Título: Bens duráveis ajudam a segurar inflação
Autor: Lamucci, Sergio
Fonte: Valor Econômico, 28/07/2010, Brasil, p. A5

Os preços de vários bens de consumo duráveis mostram-se bastante comportados nos últimos meses, em alguns casos registrando quedas expressivas no acumulado do ano. As cotações de televisores, por exemplo, caíram 8,94% de janeiro a julho. Até mesmo os veículos novos registram deflação de 0,26% no período, mesmo com o fim da vigência do Imposto de Produtos Industrializados (IPI) reduzido em março. O tombo é especialmente forte em produtos eletrônicos - além de televisores, aparelhos de som e de DVD, microcomputadores e máquina fotográfica têm quedas consideráveis no acumulado do ano.

Câmbio valorizado, redução dos preços de importação e estoques excessivos - no caso de automóveis - explicam o fenômeno, segundo analistas. De janeiro a julho, os bens duráveis subiram 1,1%, bem menos que os 3,26% registrados pelo Índice de Preços ao Consumidor Amplo - 15 (IPCA). Segundo números do economista Fábio Ramos, da Quest Investimentos, os grupos de eletrônicos, com deflação de 4,7% no período, e de autos, com tombo de 0,5%, puxam a inflação de duráveis para baixo.

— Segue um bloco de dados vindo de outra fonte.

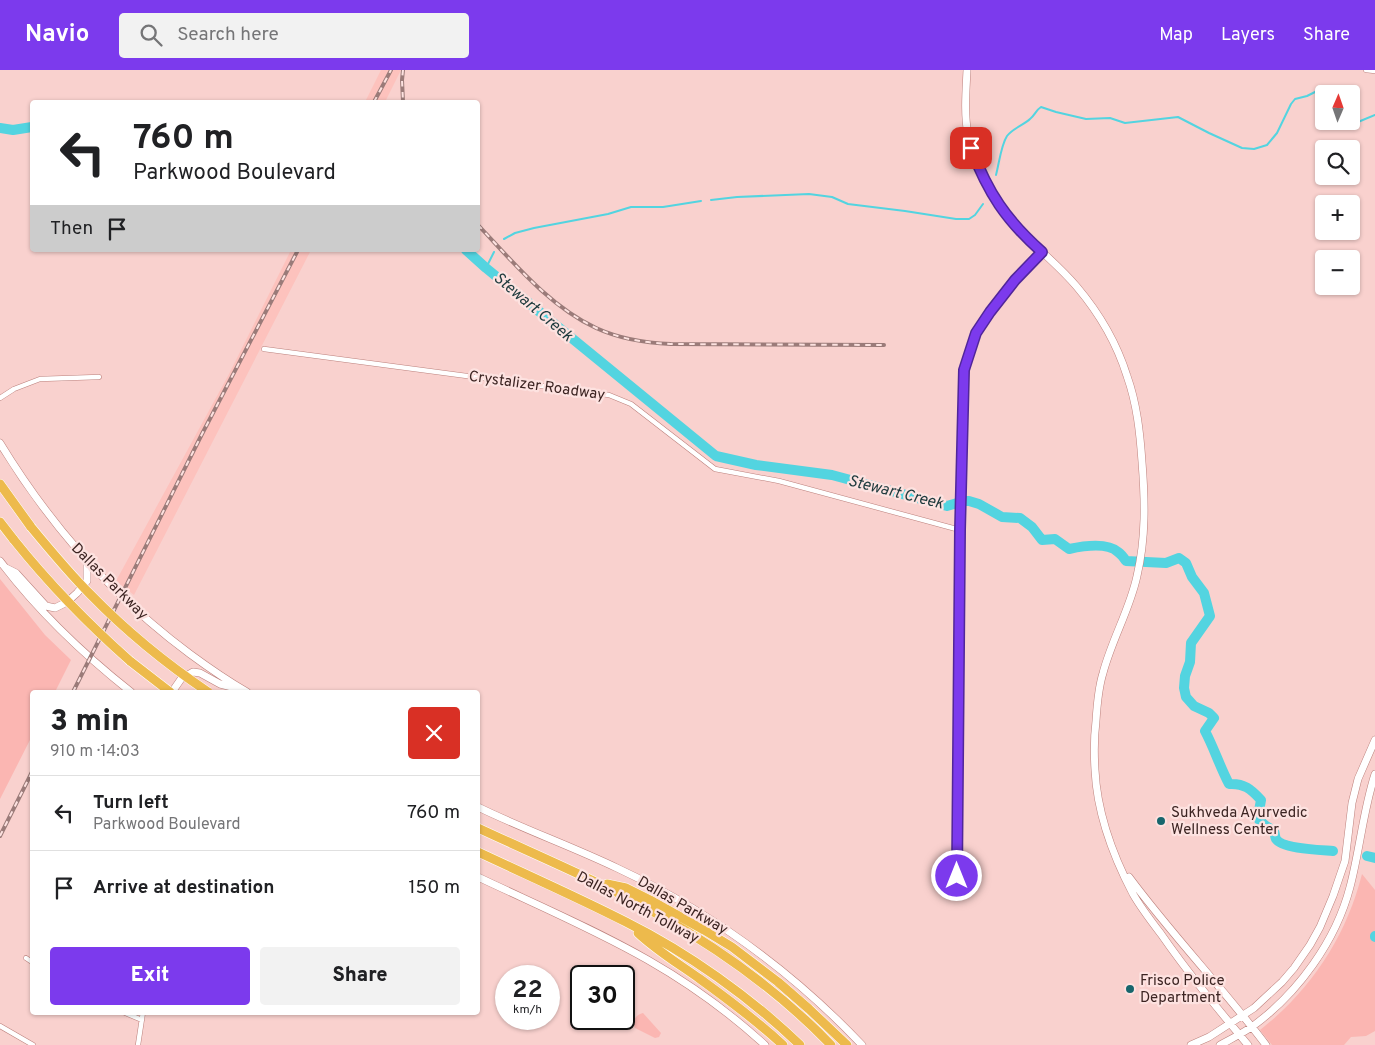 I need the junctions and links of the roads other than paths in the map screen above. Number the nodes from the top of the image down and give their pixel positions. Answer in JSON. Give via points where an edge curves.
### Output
{"nodes":[{"id":1,"x":967,"y":70,"type":"edge"},
{"id":2,"x":1366,"y":70,"type":"edge"},
{"id":3,"x":1375,"y":71,"type":"edge"},
{"id":4,"x":1042,"y":252,"type":"junction"},
{"id":5,"x":264,"y":348,"type":"dead end"},
{"id":6,"x":99,"y":377,"type":"dead end"},
{"id":7,"x":0,"y":398,"type":"edge"},
{"id":8,"x":0,"y":443,"type":"edge"},
{"id":9,"x":0,"y":484,"type":"edge"},
{"id":10,"x":0,"y":522,"type":"edge"},
{"id":11,"x":960,"y":530,"type":"junction"},
{"id":12,"x":0,"y":561,"type":"edge"},
{"id":13,"x":87,"y":561,"type":"junction"},
{"id":14,"x":5,"y":568,"type":"junction"},
{"id":15,"x":129,"y":690,"type":"edge"},
{"id":16,"x":168,"y":690,"type":"edge"},
{"id":17,"x":173,"y":690,"type":"edge"},
{"id":18,"x":205,"y":690,"type":"edge"},
{"id":19,"x":242,"y":690,"type":"edge"},
{"id":20,"x":244,"y":690,"type":"edge"},
{"id":21,"x":1375,"y":740,"type":"edge"},
{"id":22,"x":1375,"y":774,"type":"edge"},
{"id":23,"x":480,"y":808,"type":"edge"},
{"id":24,"x":480,"y":829,"type":"edge"},
{"id":25,"x":480,"y":853,"type":"edge"},
{"id":26,"x":1121,"y":867,"type":"junction"},
{"id":27,"x":957,"y":876,"type":"dead end"},
{"id":28,"x":480,"y":878,"type":"edge"},
{"id":29,"x":589,"y":880,"type":"junction"},
{"id":30,"x":627,"y":922,"type":"junction"},
{"id":31,"x":1320,"y":927,"type":"junction"},
{"id":32,"x":1332,"y":933,"type":"junction"},
{"id":33,"x":26,"y":958,"type":"dead end"},
{"id":34,"x":30,"y":961,"type":"edge"},
{"id":35,"x":130,"y":1015,"type":"edge"},
{"id":36,"x":143,"y":1015,"type":"edge"},
{"id":37,"x":1243,"y":1015,"type":"junction"},
{"id":38,"x":142,"y":1020,"type":"junction"},
{"id":39,"x":1230,"y":1023,"type":"junction"},
{"id":40,"x":0,"y":1026,"type":"edge"},
{"id":41,"x":1252,"y":1026,"type":"junction"},
{"id":42,"x":1239,"y":1034,"type":"junction"},
{"id":43,"x":34,"y":1045,"type":"edge"},
{"id":44,"x":138,"y":1045,"type":"edge"},
{"id":45,"x":765,"y":1045,"type":"edge"},
{"id":46,"x":783,"y":1045,"type":"edge"},
{"id":47,"x":800,"y":1045,"type":"edge"},
{"id":48,"x":831,"y":1045,"type":"edge"},
{"id":49,"x":847,"y":1045,"type":"edge"},
{"id":50,"x":862,"y":1045,"type":"edge"},
{"id":51,"x":1191,"y":1045,"type":"edge"},
{"id":52,"x":1220,"y":1045,"type":"edge"},
{"id":53,"x":1248,"y":1045,"type":"edge"},
{"id":54,"x":1266,"y":1045,"type":"edge"}],
"edges":[{"from":1,"to":4,"type":"main road","via":[[967,127],[977,164],[990,191],[1010,220]]},
{"from":2,"to":3,"type":"street"},
{"from":4,"to":11,"type":"street","via":[[994,306],[976,333],[967,361],[963,379]]},
{"from":4,"to":26,"type":"main road","via":[[1090,304],[1112,340],[1127,376],[1140,437],[1143,539],[1130,602],[1103,671],[1097,697],[1094,739],[1098,796],[1109,839]]},
{"from":5,"to":11,"type":"street","name":"Crystalizer Roadway","via":[[609,395],[631,404],[715,469],[779,481]]},
{"from":6,"to":7,"type":"street","via":[[40,379]]},
{"from":8,"to":13,"type":"main road","name":"Dallas Parkway","via":[[38,501]]},
{"from":9,"to":18,"type":"highway","bridge":true,"via":[[66,568],[119,622],[175,670]]},
{"from":10,"to":16,"type":"highway","bridge":true,"via":[[63,598],[98,633]]},
{"from":11,"to":27,"type":"street"},
{"from":12,"to":14,"type":"main road"},
{"from":13,"to":14,"type":"main road","via":[[87,580],[77,594],[55,608],[46,606],[16,572]]},
{"from":13,"to":20,"type":"main road","name":"Dallas Parkway","via":[[155,626],[205,665]]},
{"from":14,"to":15,"type":"main road","via":[[48,618]]},
{"from":17,"to":19,"type":"main road","via":[[181,679],[193,672]]},
{"from":21,"to":31,"type":"main road","via":[[1358,779],[1352,803],[1345,861]]},
{"from":22,"to":32,"type":"main road","via":[[1350,889]]},
{"from":23,"to":50,"type":"main road","name":"Dallas Parkway","via":[[616,867],[712,920],[794,981]]},
{"from":24,"to":29,"type":"highway","name":"Dallas North Tollway"},
{"from":25,"to":30,"type":"highway","name":"Dallas North Tollway"},
{"from":26,"to":37,"type":"main road"},
{"from":26,"to":39,"type":"main road","via":[[1148,917]]},
{"from":28,"to":45,"type":"main road","via":[[649,960],[719,1007]]},
{"from":29,"to":48,"type":"highway","name":"Dallas North Tollway","via":[[695,936],[764,985]]},
{"from":29,"to":49,"type":"highway","via":[[626,888],[732,947],[810,1009]]},
{"from":30,"to":46,"type":"highway","via":[[654,948],[725,997]]},
{"from":30,"to":47,"type":"highway","name":"Dallas North Tollway","via":[[733,989]]},
{"from":31,"to":32,"type":"main road"},
{"from":31,"to":37,"type":"main road","via":[[1282,982]]},
{"from":32,"to":41,"type":"main road","via":[[1295,987]]},
{"from":33,"to":34,"type":"street"},
{"from":35,"to":38,"type":"street"},
{"from":36,"to":38,"type":"street"},
{"from":37,"to":39,"type":"main road"},
{"from":37,"to":41,"type":"main road"},
{"from":38,"to":44,"type":"street"},
{"from":39,"to":42,"type":"main road"},
{"from":39,"to":51,"type":"main road"},
{"from":40,"to":43,"type":"street"},
{"from":41,"to":42,"type":"main road"},
{"from":41,"to":54,"type":"main road"},
{"from":42,"to":52,"type":"main road"},
{"from":42,"to":53,"type":"main road"}]}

O comportamento recente dos preços de automóveis surpreendeu os analistas. Com o fim dos estímulos fiscais no segundo trimestre, a expectativa era de que haveria uma alta mais significativa das cotações. No IPCA-15, que mostra a evolução dos preços entre a segunda quinzena do mês anterior e a primeira do mês de referência, os veículos novos subiram 1,57% em maio e 0,04% em junho, voltando ao terreno negativo em julho, quando houve queda de 1,16%. Em 2009, os preços haviam recuado 6,8%, na esteira da redução do IPI.

Para Ramos, o nível elevado de estoques do setor é um fator importante para explicar esse resultado. Entre março e junho, os inventários de automóveis cresceram 57%, atingindo 318,8 mil unidades. "O segmento tenta desovar os estoques. Há notícias de feirões de automóveis."

O economista-chefe da Máxima Asset Management, Elson Teles, também vai nessa linha. "O setor está muito estocado. Talvez tenha havido exagero nas estimativas sobre a demanda."

Também contemplados com a redução do IPI, alguns eletrodomésticos da linha branca mostraram comportamento diverso dos automóveis. Depois do fim dos incentivos fiscais em 31 de janeiro, os preços de refrigeradores e máquinas de lavar roupa subiram, acumulando alta de 9,73% e 7,36% no ano, pela ordem. Segundo Teles, os preços desses bens subiram em grande parte porque haviam caído em 2009, em função da redução do IPI. Os refrigeradores tiveram deflação de 6,9% no ano passado. "Esse é o movimento normal. Não tenho informação quanto a estoques no setor, mas o resultado sugere condições de mercado mais equilibradas."

Para Ramos, a queda forte de preços de produtos como microcomputadores e televisores pode ser explicada em parte pela evolução tecnológica, que ajuda a baratear os bens. De janeiro a julho, as cotações dos micros caíram 5,08%, enquanto os aparelhos de DVDs tiveram baixa de 3,88%, sempre de acordo com o IPCA-15. "Sáo produtos que em geral têm registrado deflação nos últimos anos", diz Teles.

O dólar barato e sem grandes oscilações nos últimos meses contribui para o comportamento benigno dos bens duráveis, por favorecer a importação de bens finais e também de componentes, destacam os analistas.

A evolução dos preços de importação em dólares também ajuda a manter os duráveis comportados, destaca Ramos. No primeiro semestre, as cotações das compras externas de bens duráveis recuaram 3,6%, segundo números da Fundação Centro de Estudos de Comércio Exterior (Funcex). "É um fator que pode contribuir para segurar os preços desses produtos", concorda a analista Laura Haralyi, do Itaú Unibanco.

Ramos reduziu ontem a sua estimativa para a variação de bens duráveis neste ano, de 3,5% para 2,7%. "Espero que esse grupo suba de 0,2% a 0,3% por mês até o fim do ano", acredita ele, projetando reduções menos intensas de produtos eletrônicos daqui para frente. "Mas é possível que seja até algo mais baixo. Não acredito em deflação, mas a alta média mensal pode ser mais para 0,1% a 0,2% do que para 0,2% a 0,3%", diz Ramos, para quem as cotações de veículos podem ter alguma até até o fim do ano. Para o IPCA "cheio", ele espera uma alta de 5,3% no ano, ainda acima do centro da meta, de 4,5%.